• **REQUIRED WORK**: Exclude the pictures, then restate every entry below exactly.

▬▬▬▬▬▬

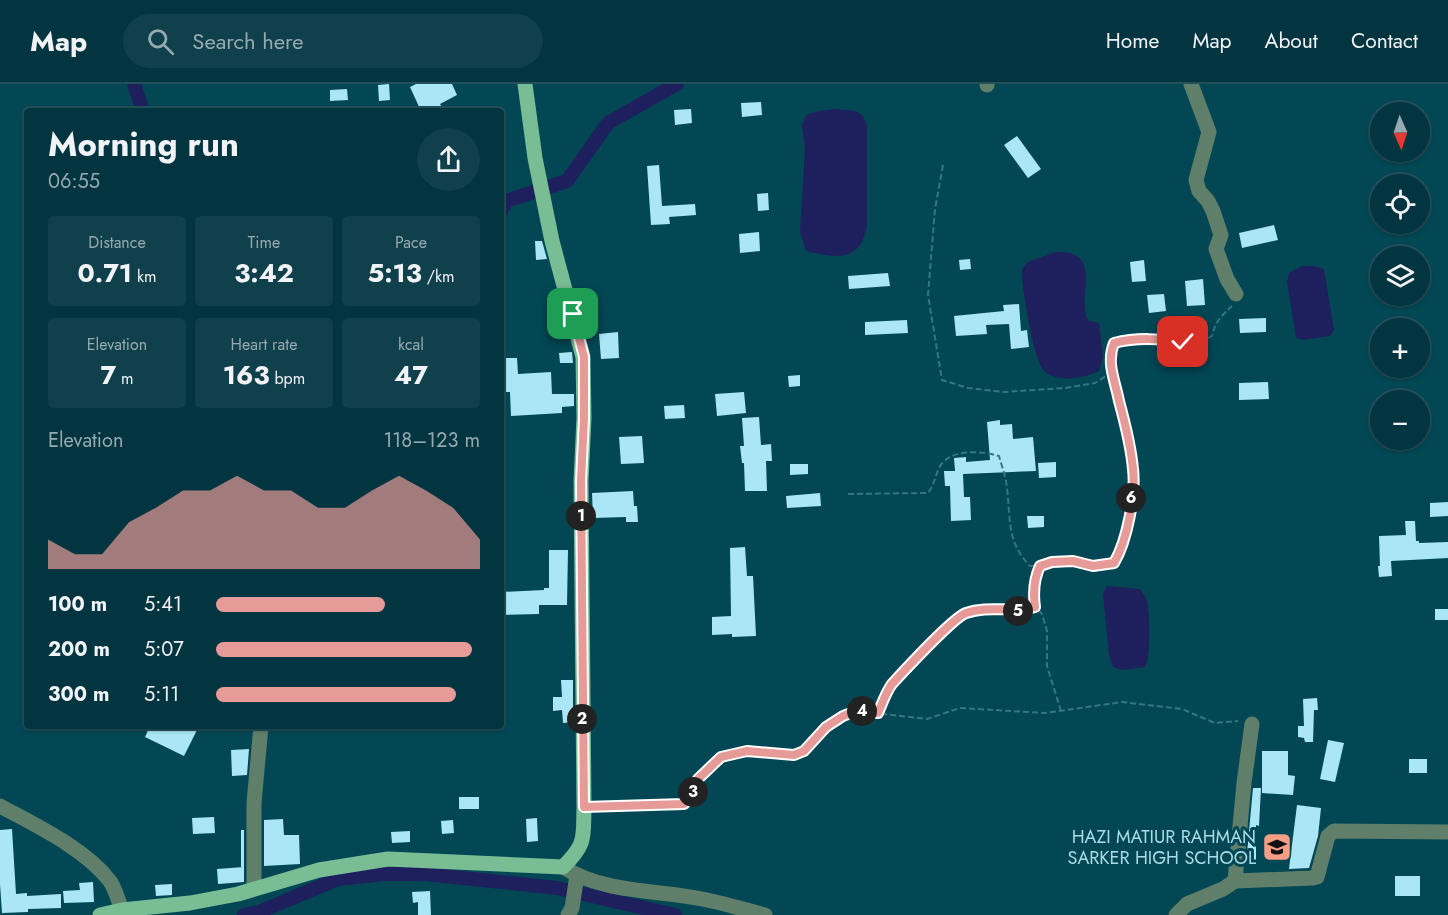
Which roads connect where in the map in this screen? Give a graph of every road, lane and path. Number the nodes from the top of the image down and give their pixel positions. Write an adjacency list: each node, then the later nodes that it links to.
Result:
1 (525, 84): 14 (main road)
2 (1191, 84): 4 (street)
3 (943, 165): 5 (path)
4 (1236, 294): 5 (path)
5 (1111, 373): 7 (path)
6 (848, 494): 7 (path)
7 (1040, 566): 8 (path)
8 (1035, 607): 9 (path); 10 (path)
9 (1061, 711): 10 (path); 11 (path)
10 (878, 713): 14 (path)
11 (1252, 724): 17 (street)
12 (261, 729): 18 (street)
13 (0, 806): 19 (street)
14 (584, 807): 16 (main road)
15 (1448, 832): 17 (street)
16 (572, 875): 18 (main road); 20 (street); 22 (street)
17 (1235, 881): 23 (street)
18 (254, 888): 19 (main road)
19 (122, 910): 21 (main road)
20 (570, 911)
21 (99, 915)
22 (765, 915)
23 (1176, 915)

▬▬▬▬▬▬

• **FINISHED EXERCISE**:
Which roads connect where in the map in this screen? Give a graph of every road, lane and path. Number the nodes from the top of the image down and give their pixel positions. Write an adjacency list: each node, then the later nodes that it links to.
Result:
1 (525, 84): 14 (main road)
2 (1191, 84): 4 (street)
3 (943, 165): 5 (path)
4 (1236, 294): 5 (path)
5 (1111, 373): 7 (path)
6 (848, 494): 7 (path)
7 (1040, 566): 8 (path)
8 (1035, 607): 9 (path); 10 (path)
9 (1061, 711): 10 (path); 11 (path)
10 (878, 713): 14 (path)
11 (1252, 724): 17 (street)
12 (261, 729): 18 (street)
13 (0, 806): 19 (street)
14 (584, 807): 16 (main road)
15 (1448, 832): 17 (street)
16 (572, 875): 18 (main road); 20 (street); 22 (street)
17 (1235, 881): 23 (street)
18 (254, 888): 19 (main road)
19 (122, 910): 21 (main road)
20 (570, 911)
21 (99, 915)
22 (765, 915)
23 (1176, 915)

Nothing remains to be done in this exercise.